At the end of March 1948, Husseini travelled to Damascus to contact the Military Committee of the Arab League, which was in charge of the fighting in Palestine. He wanted the committee to supply him with arms equal to what the Zionists possessed in order to defend Jerusalem. While in the Syrian capital he heard the news that a major Zionist attack had been launched against Jerusalem; the attackers had succeeded in occupying the village of al-Qastal, a highly strategic position overlooking the main road between Jerusalem and Jaffa.

Husseini returned from Damascus deeply disappointed, having failed in his mission to the Military Committee, and headed directly to the field where he led a desperate counter-attack to recover the village of al-Qastal; he was killed in battle on 8 April 1948.

In a eulogy, the Arab Higher Committee referred to him as “a great and heroic commander who has gallantly led the battles of jihad in defense of Palestine ever since the year 1936.” Newspapers throughout the Arab world eulogized him while the Jewish public was delighted by his death. His funeral was attended by massive crowds and he was buried in the vicinity of the Noble Sanctuary in Jerusalem next to his father Musa Kazim.
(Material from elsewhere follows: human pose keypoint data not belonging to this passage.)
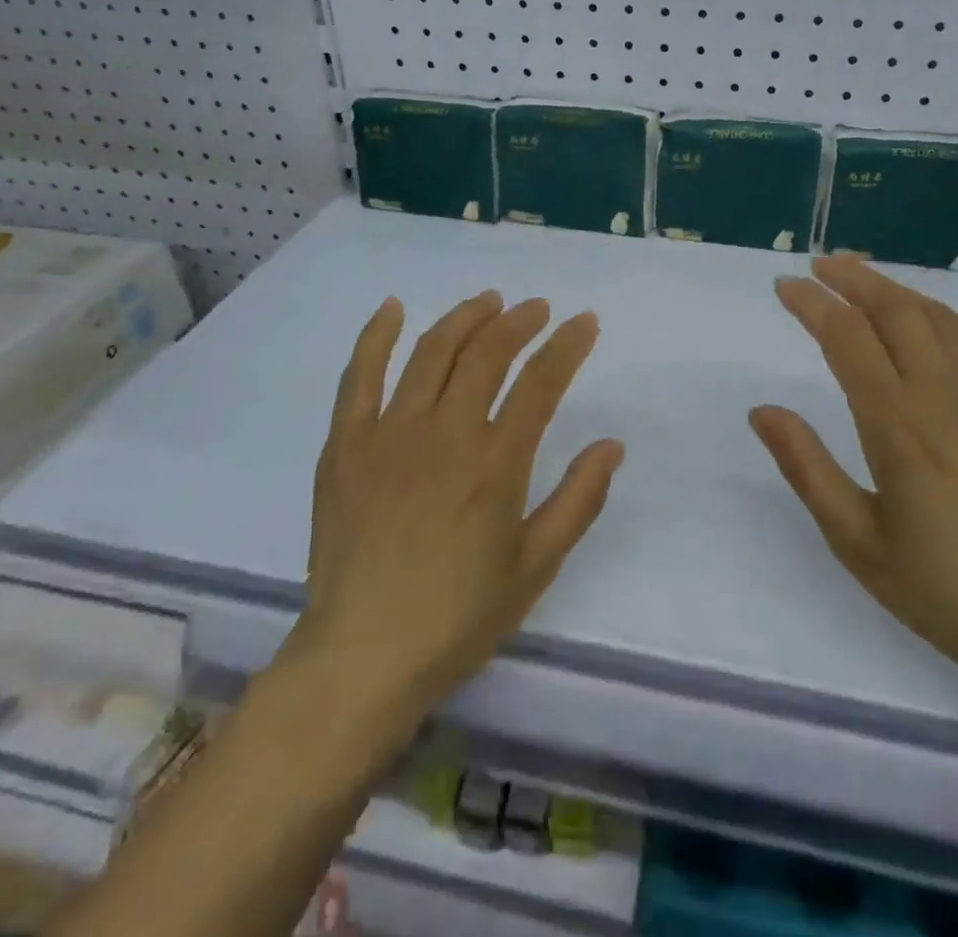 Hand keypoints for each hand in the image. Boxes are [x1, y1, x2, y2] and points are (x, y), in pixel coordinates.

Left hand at [292, 292, 623, 720]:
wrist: (362, 656)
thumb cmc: (458, 617)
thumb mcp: (535, 566)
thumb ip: (578, 500)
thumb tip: (611, 444)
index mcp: (496, 463)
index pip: (541, 382)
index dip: (568, 345)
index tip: (585, 322)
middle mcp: (445, 433)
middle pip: (487, 353)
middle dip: (520, 321)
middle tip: (538, 309)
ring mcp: (389, 433)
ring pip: (431, 352)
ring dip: (464, 317)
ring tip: (488, 302)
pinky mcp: (346, 444)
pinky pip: (359, 375)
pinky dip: (377, 336)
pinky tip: (394, 308)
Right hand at [750, 258, 957, 708]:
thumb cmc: (944, 589)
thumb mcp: (857, 540)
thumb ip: (806, 467)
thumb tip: (762, 410)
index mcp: (899, 426)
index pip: (847, 338)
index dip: (812, 305)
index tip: (785, 286)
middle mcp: (946, 396)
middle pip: (896, 310)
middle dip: (853, 278)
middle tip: (820, 265)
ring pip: (941, 317)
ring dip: (897, 290)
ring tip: (865, 281)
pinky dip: (947, 317)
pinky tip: (934, 322) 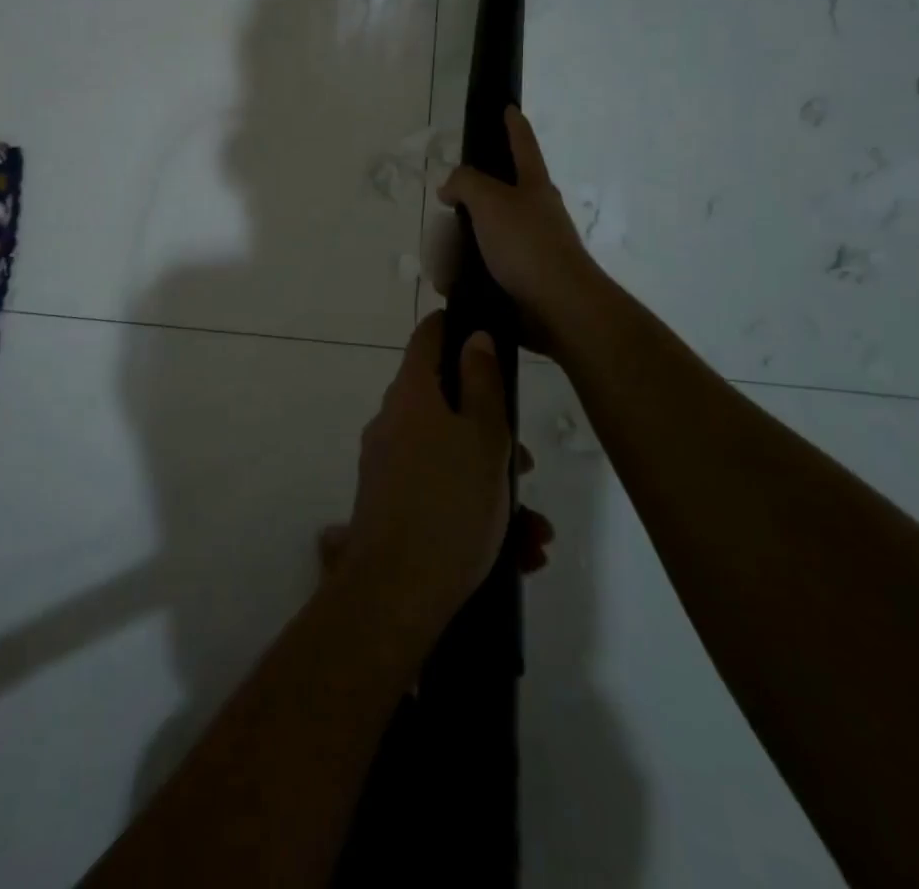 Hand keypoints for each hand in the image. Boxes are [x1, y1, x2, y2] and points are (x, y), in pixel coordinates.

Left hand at [322, 312, 529, 643]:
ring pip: (450, 456)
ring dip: (493, 484)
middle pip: (447, 404)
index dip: (455, 328)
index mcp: (412, 394)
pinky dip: (473, 511)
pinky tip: (515, 552)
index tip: (486, 334)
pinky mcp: (388, 503)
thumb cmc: (450, 503)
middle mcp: (393, 421)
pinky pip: (438, 491)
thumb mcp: (484, 438)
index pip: (428, 338)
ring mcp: (387, 463)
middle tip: (524, 464)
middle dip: (493, 431)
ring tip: (532, 530)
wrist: (396, 591)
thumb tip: (474, 336)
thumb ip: (483, 383)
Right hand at [436, 106, 605, 352]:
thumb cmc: (527, 245)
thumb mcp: (490, 201)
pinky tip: (450, 283)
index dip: (513, 125)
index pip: (522, 145)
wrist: (558, 308)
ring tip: (443, 265)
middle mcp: (532, 213)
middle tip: (445, 217)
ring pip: (479, 236)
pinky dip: (462, 274)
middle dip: (462, 208)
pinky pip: (479, 268)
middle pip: (489, 198)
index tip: (508, 108)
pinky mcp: (519, 279)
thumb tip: (450, 187)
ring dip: (455, 249)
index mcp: (533, 186)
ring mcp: (527, 247)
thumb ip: (465, 182)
Abd al-Qadir al-Husseini was a model patriot in his love of his homeland and was the most prominent Palestinian field commanders in guerrilla war, the most experienced, and the most effective. He won the absolute love of his fellow freedom fighters for his decency, high-mindedness, courage, and honesty.

* Fakhri al-Nashashibi was a Palestinian politician from Jerusalem and one of the most vigorous opponents of the Higher Arab Committee led by Haj Amin al-Husseini. He was accused of collaboration with Zionist and British leaders against the Iraqi revolt and was assassinated in Baghdad in 1941 by an unknown gunman while on a visit to Iraq.